Re c section planned one can go smoothly but it does increase your risks for any further pregnancies ie placenta previa and placenta acretia(sp) both more likely once you have had a c section. It is major surgery for you. But equally a non straightforward vaginally birth can take some recovering from.

I think in Italy they have high rates of c sections and aren't very pro 'natural' birth, from friends who have birthed there.

Do your research and get a second opinion if you want to.

But if placenta is too low you won't have any choice.

bingolittle Thu 29-Sep-16 20:17:30

My friend had a baby with a large head and opted for a vaginal birth despite the NHS recommending a c-section. She ended up with major damage including a prolapsed womb (after several procedures to try to shore it up, she eventually had a hysterectomy in her early 40s). So no more kids for her after that one - not that she was planning any, luckily.
OK, this is an extreme case, and I'm sorry to be coming in with a scary story, but her experience was enough to convince me that I would ALWAYS have a c-section if the doctors recommended it. At least with a c-section you have limited and predictable damage. I had an emergency c-section with my first and a vaginal delivery with my second, and if I ever had a third I would opt for a planned c-section if possible - no question. If I'm going to have stitches, I'd rather they were c-section ones.

Stilldreamingofsun Fri 30-Sep-16 08:34:33

Thank you all- I think you're right re: c section. I definitely don't want to start labour and then be rushed for emergency c section- sounds stressful for both me and baby. My next appointment is on Tuesday (36 weeks) so if her opinion is the same re: placenta, size of head and amniotic fluid, I will be guided by her to book the c section. Scary times 😬

Stilldreamingofsun Fri 30-Sep-16 08:37:34

Sorry one further question- we will be moving back to UK next year and if I can, I would love a second baby at some stage. How willing are NHS to allow you to have an elective c section? Does it have to be on the advise of the gynaecologist?

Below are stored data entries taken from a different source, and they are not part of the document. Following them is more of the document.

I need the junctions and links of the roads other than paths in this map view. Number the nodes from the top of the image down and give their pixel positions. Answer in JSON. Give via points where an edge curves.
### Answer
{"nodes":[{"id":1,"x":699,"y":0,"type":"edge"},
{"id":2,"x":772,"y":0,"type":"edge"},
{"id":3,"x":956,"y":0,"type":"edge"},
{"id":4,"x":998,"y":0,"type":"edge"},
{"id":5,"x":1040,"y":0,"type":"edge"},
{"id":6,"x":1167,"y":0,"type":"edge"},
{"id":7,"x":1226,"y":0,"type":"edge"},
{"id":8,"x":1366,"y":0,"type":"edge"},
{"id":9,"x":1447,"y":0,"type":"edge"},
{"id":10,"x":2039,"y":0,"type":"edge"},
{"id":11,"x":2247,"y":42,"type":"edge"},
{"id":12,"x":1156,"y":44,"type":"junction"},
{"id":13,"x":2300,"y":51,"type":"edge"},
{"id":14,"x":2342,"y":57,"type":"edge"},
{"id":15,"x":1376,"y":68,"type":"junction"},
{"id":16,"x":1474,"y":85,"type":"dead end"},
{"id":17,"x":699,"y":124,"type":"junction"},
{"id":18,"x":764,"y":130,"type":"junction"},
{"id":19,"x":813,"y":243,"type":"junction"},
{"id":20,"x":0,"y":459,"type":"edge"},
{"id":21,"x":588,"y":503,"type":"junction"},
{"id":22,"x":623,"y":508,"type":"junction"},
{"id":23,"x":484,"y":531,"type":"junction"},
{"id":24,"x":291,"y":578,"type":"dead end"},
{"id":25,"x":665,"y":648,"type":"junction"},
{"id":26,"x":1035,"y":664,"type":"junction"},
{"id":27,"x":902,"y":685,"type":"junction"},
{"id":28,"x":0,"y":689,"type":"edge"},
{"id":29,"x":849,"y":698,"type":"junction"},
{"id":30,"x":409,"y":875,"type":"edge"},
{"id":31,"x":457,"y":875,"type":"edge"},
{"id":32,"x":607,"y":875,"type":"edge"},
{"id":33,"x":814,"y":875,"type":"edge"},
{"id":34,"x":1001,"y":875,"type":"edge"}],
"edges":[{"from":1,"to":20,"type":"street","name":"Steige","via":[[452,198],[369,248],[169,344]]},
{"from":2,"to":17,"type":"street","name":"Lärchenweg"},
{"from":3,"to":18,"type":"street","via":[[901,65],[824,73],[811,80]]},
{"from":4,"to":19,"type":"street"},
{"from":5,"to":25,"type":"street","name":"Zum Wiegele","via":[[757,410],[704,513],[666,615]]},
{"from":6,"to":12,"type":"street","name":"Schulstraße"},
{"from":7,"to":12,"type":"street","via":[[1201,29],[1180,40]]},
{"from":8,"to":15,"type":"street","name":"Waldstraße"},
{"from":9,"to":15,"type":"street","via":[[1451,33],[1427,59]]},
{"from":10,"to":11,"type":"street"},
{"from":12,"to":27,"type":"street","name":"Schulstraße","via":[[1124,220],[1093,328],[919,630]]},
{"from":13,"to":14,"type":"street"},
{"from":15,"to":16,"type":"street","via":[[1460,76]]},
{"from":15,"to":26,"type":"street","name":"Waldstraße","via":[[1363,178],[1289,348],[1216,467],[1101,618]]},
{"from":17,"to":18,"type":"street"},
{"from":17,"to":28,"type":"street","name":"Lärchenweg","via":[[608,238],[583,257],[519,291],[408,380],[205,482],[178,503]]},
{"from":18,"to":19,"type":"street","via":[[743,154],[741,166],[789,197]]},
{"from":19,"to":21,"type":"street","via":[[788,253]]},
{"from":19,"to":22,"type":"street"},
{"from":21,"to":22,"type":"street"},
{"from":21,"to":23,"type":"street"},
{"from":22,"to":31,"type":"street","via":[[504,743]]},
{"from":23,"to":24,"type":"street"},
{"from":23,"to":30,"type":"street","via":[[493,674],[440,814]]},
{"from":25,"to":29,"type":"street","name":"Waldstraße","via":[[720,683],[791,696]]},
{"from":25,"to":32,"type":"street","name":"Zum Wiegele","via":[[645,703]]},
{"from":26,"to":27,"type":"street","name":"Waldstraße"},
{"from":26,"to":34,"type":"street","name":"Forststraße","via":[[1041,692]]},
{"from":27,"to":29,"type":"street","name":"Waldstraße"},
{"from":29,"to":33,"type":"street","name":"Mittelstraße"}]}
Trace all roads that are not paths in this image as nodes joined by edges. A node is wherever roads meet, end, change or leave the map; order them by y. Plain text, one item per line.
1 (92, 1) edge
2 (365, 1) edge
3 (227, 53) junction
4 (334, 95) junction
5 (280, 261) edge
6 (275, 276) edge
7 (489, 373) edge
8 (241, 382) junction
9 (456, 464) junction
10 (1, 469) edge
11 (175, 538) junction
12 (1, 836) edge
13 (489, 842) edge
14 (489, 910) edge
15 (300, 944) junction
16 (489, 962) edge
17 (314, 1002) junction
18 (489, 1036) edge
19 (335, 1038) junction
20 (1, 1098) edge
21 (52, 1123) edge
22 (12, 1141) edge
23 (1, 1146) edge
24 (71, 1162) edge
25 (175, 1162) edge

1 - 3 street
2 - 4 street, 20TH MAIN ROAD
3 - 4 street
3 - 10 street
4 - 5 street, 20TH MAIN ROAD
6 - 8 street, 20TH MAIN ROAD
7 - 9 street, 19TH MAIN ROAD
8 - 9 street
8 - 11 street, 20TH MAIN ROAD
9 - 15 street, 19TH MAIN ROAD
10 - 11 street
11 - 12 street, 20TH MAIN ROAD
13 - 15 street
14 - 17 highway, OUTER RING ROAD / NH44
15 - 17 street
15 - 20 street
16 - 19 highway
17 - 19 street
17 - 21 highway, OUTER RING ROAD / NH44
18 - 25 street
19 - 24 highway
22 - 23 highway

NovemberInDailyFailLand Fri 30-Sep-16 08:41:23

It depend where you live, but generally they will listen to your wishes.

AbbeyRoadCrossing Fri 30-Sep-16 08:45:07

Regarding repeat c section it really depends on the hospital and consultant. I had quite a fight (first section was emergency due to placenta praevia) but eventually they did give in

NovemberInDailyFailLand Fri 30-Sep-16 10:41:00

It does - you can change hospitals, though, if you wish, and consultants.

bingolittle Fri 30-Sep-16 13:41:51

I was offered an elective c-section by the NHS with my second child - this was because I'd had an emergency c-section with the first. I think that if you've already had one c-section then it's relatively normal to be offered another one.

They said it was up to me: I could choose to go for the c-section or for a vaginal birth. If I went for a vaginal birth, there was a very small chance that the c-section scar would start to open up under the strain of labour, but this was very rare and if there was any sign of it happening (or any other complication) then they would just do an emergency c-section immediately.

In the end I went for a vaginal birth, partly because I wanted to be able to drive a car etc. quite soon after giving birth, and partly because I had a vague feeling that I hadn't done it "properly" the first time round. (From my perspective now this seems ridiculous, but that was my reasoning at the time!)